- **SUPPLIED RECORDS**

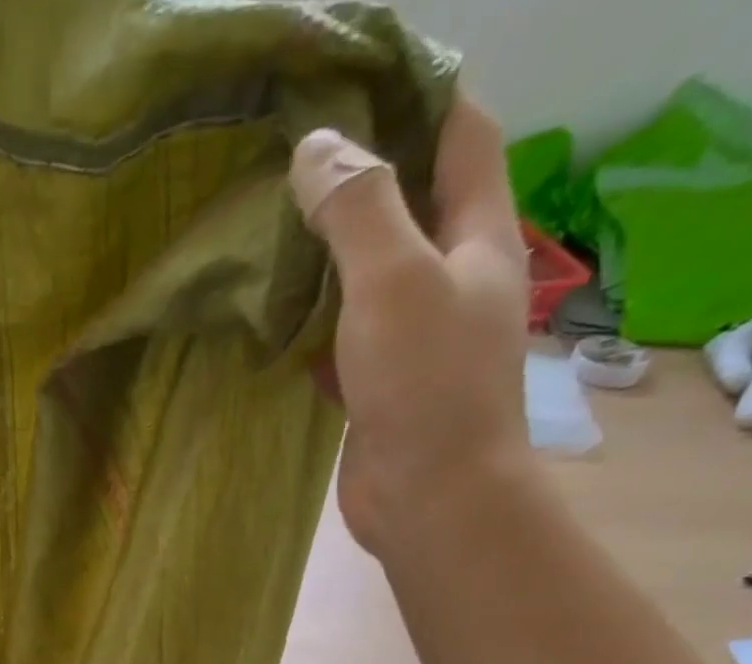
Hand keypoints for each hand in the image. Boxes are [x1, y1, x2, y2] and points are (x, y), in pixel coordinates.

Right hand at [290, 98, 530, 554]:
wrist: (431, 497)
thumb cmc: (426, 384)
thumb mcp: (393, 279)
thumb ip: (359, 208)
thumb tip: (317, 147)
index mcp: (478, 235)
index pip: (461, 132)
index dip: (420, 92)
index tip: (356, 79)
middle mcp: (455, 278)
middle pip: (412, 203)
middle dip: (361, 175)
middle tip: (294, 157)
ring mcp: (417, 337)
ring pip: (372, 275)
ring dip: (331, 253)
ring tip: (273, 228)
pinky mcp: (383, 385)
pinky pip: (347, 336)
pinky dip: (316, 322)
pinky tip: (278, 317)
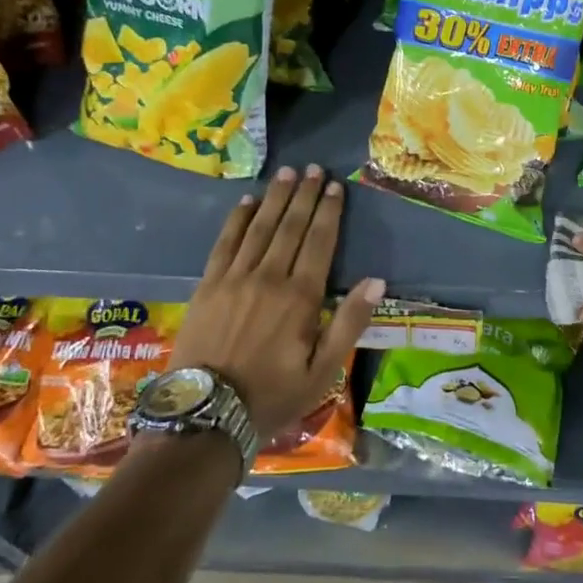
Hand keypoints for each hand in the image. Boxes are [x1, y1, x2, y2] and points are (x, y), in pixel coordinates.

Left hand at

* * *

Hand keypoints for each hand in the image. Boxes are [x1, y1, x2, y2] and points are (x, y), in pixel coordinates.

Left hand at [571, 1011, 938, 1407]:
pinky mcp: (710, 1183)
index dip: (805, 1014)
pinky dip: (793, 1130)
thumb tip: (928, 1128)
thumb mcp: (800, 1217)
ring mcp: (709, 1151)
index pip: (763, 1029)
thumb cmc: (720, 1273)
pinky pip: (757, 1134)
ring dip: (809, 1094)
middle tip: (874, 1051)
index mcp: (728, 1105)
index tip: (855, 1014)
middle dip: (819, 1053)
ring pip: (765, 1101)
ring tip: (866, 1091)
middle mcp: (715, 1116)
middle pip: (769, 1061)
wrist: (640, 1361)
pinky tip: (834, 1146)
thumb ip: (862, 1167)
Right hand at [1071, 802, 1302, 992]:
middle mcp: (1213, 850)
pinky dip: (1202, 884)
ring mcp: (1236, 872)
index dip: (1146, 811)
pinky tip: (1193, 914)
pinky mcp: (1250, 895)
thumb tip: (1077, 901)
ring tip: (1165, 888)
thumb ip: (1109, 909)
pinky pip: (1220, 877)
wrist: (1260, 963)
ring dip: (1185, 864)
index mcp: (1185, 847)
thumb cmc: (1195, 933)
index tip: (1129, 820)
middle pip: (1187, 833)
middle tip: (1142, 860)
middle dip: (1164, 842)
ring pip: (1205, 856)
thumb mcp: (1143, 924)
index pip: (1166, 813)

- **TASK TO COMPLETE**
Could you show every line of the material that includes the string "middle"?

- **RESULT**
middle mcp: (455, 278)
middle pip: (412, 203)
middle dip: (361, 175)
middle tip: (294, 157)
middle tip: (874, 1051)
middle dip: (819, 1053)
middle mcp: (715, 1116)
middle pip: (769, 1061)
middle mcp: (1213, 850)
middle pip: (1187, 833)
middle tip: (1142, 860)
middle dip: (1164, 842)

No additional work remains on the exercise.